BRIEF SUMMARY OF THE INVENTION
[0016] A detailed description is given in the following embodiments
with reference to the accompanying drawings.
[0017] The disclosure provides a first touch display panel,
including a substrate, a plurality of common electrodes, a driving
chip, and a plurality of metal wires. The substrate has a display
area and a non-display area that surrounds the display area. The
common electrodes are arranged in the display area in a first
direction and a second direction that is different from the first
direction. The driving chip is arranged in the non-display area.
The metal wires are connected to the common electrodes and the
driving chip. The metal wires extend parallel to the second
direction in the display area. At least one of the common
electrodes has a first side and a second side parallel to the
second direction. At least one of the common electrodes is
connected with one of the metal wires via at least a contact hole.
The common electrodes include a first common electrode and a second
common electrode that is adjacent in the first direction, and both
the first common electrode and the second common electrode have a
first side and a second side that are parallel to the second
direction. The second side of the first common electrode and the
first side of the second common electrode are adjacent. The
distance between the contact hole of the first common electrode and
the second side of the first common electrode is equal to the
distance between the contact hole of the second common electrode
and the first side of the second common electrode.

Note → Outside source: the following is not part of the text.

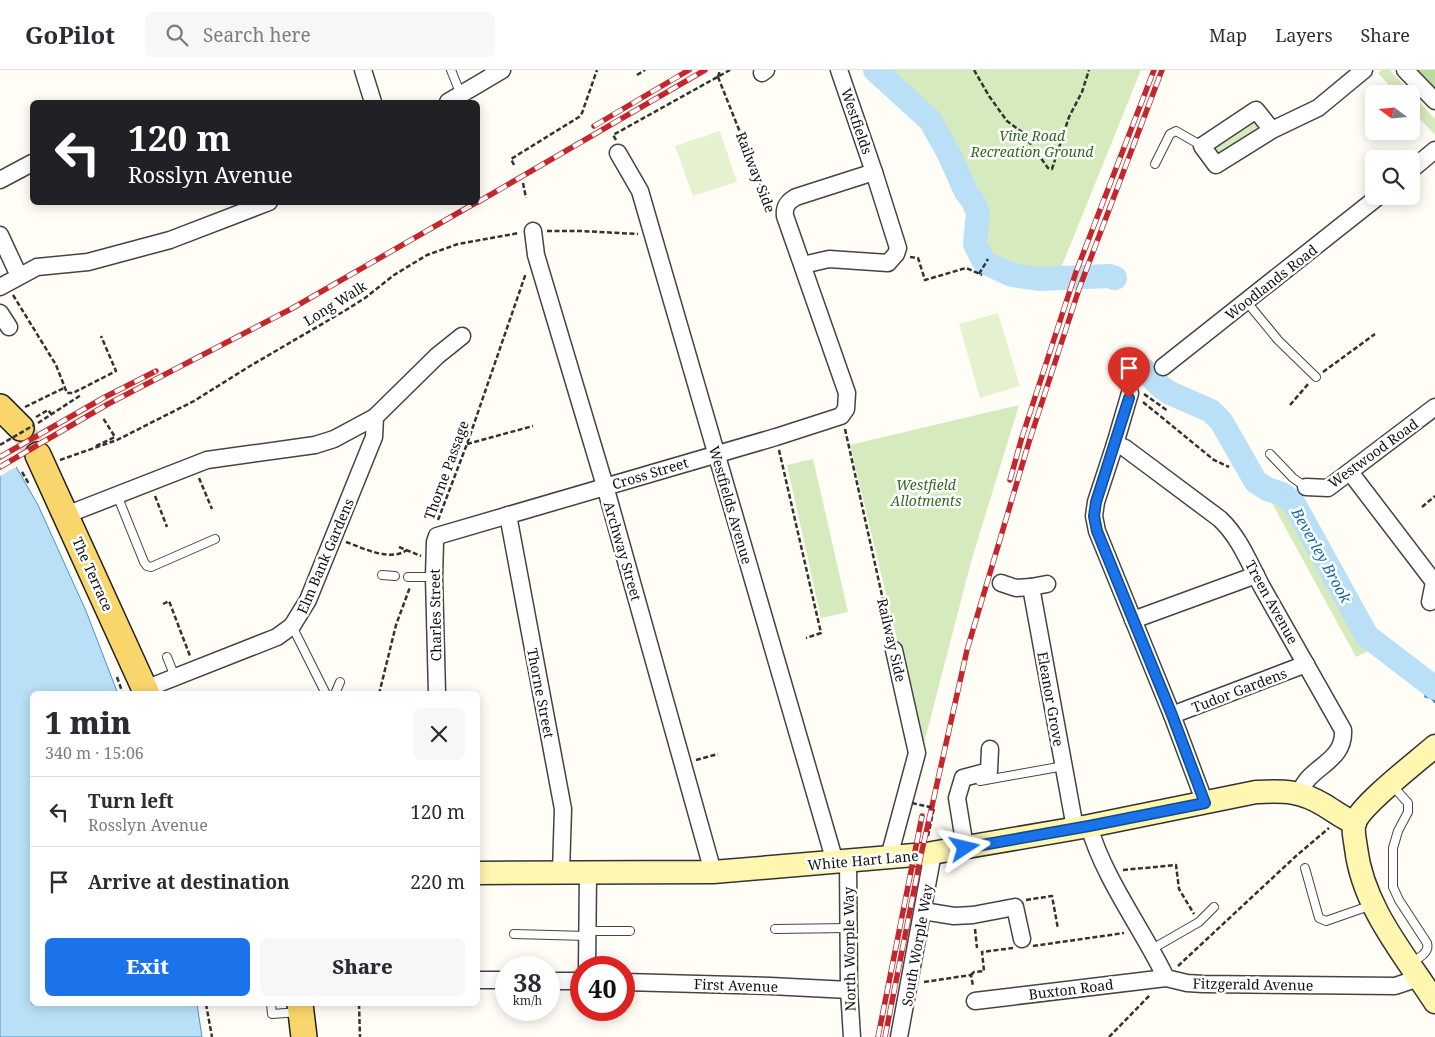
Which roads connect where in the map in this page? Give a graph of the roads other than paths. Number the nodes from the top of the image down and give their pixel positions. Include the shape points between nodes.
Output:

[0018] According to an embodiment, in the first touch display
panel: regarding the common electrodes having the same position in
the first direction; the distance between any two adjacent metal
wires is shorter than the distance between the metal wire nearest
to the first side and the first side, and shorter than the distance
between the metal wire nearest to the second side and the second
side.
[0019] According to an embodiment, in the first touch display
panel, regarding the common electrodes having the same position in
the first direction, the distance between any two adjacent metal
wires is shorter than half of the distance between the metal wire
nearest to the first side and the first side, and shorter than half
of the distance between the metal wire nearest to the second side
and the second side.
[0020] According to an embodiment, in the first touch display
panel, assuming that there are N of the metal wires connected to
the common electrodes having the same position in the first
direction, the distance between the metal wire nearest to the first
side and the first side is La, the distance between the metal wire
nearest to the second side and the second side is Lb, and the span
width of the N metal wires in the first direction is Lc, the
following equation is satisfied:
Lc/(N-1)<La;
and
Lc/(N-1)<Lb.
[0021] According to an embodiment, in the first touch display
panel: regarding the metal wires connected to the common electrodes
having the same position in the first direction; the one having
longer length in the display area has a shorter length in the
non-display area, and the one having a shorter length in the
display area has a longer length in the non-display area.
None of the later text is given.